可是正在興頭上的柳承子此時哪裡還顧得上什麼協議不協議,什麼約法不約法啊!他只顧著他的性子,將潯陽那嬌美的紅櫻桃哦含在了嘴裡,盡情地吮吸著。

潯陽也是個正常的女人,在柳承子的極力親吻與吮吸之下,覺得身體裡驀地也有了一股快樂的汁液在流淌,她的額頭上冒出了顆顆香汗,嘴裡不自覺地就呻吟起來。

潯陽的身體雖然還在掙扎,可是顯然已經失去了開始時的力量,那掙扎也變得軟弱而無力起來。

柳承子的興致越來越高,他今日才明白為什麼人人都說潯陽是禍水,果不其然,沒有一個男人能夠抵抗這個女人的誘惑。

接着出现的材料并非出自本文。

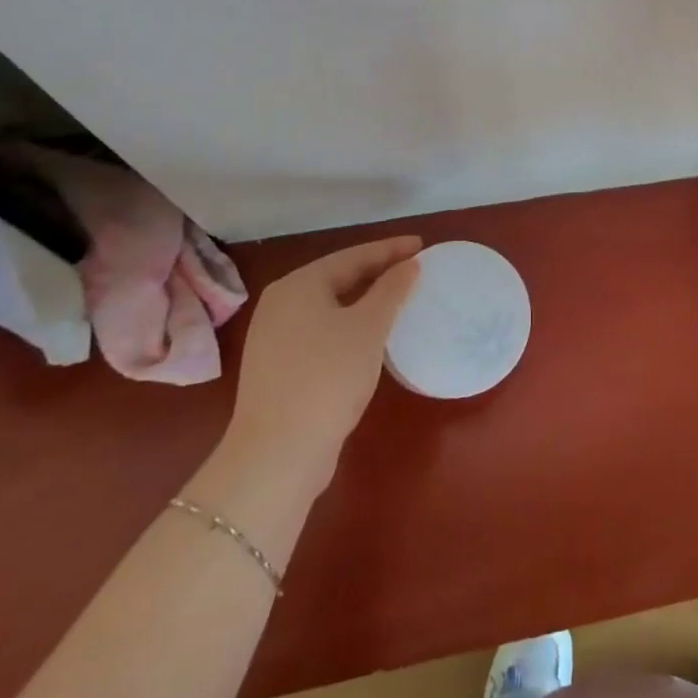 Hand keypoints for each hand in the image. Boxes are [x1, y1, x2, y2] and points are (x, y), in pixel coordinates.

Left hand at [226, 236, 422, 481]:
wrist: (278, 452)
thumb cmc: (328, 376)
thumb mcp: (368, 328)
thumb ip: (391, 290)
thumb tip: (409, 265)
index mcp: (298, 286)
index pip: (352, 256)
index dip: (390, 249)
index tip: (422, 245)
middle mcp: (280, 304)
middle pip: (338, 278)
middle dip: (377, 272)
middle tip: (414, 269)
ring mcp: (275, 337)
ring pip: (330, 306)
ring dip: (365, 300)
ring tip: (399, 298)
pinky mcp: (279, 367)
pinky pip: (322, 331)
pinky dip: (350, 325)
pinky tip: (371, 336) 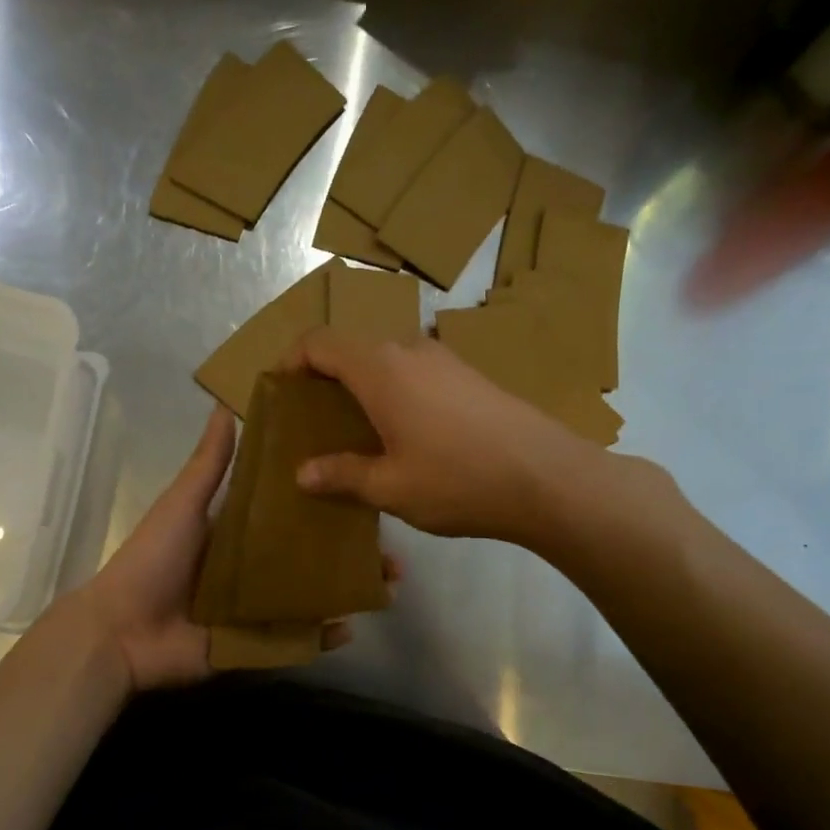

柳承子的手迅速地往下移動著,在潯陽的腰身處撫摸著,揉捏著,嘴裡仍舊含著那顆飽滿的紅櫻桃在吸吮著。

潯陽的呻吟聲越來越急促,身體竟然也開始配合起柳承子來,這讓還殘存著一點意識的潯陽覺得很難堪,覺得很害羞,她開始恨她自己的身體了,這個身子為什麼竟然會去迎合這個她一點也不喜歡的男人呢?她覺得愧對玉寧,殘存的意識讓她又開始了掙扎,想要從柳承子的身體下掙脫開去。

潯陽的掙扎更是增添了柳承子的興致,他一把撕開了潯陽的褻褲,就要挺身進入,就在這個時候,門外傳來了一聲輕微的響聲,似乎是一個什麼東西落在了地上。

「誰?誰在門外?」潯陽不禁大叫了一聲。

覆在潯陽身上的柳承子被潯陽的叫聲給驚了一下,身體隨即就鬆懈了下去,興致消掉了一大半,他翻身癱倒在了床上,心裡這個恨啊!眼見著,就要得手了,到底是那個畜生躲在門外偷看啊?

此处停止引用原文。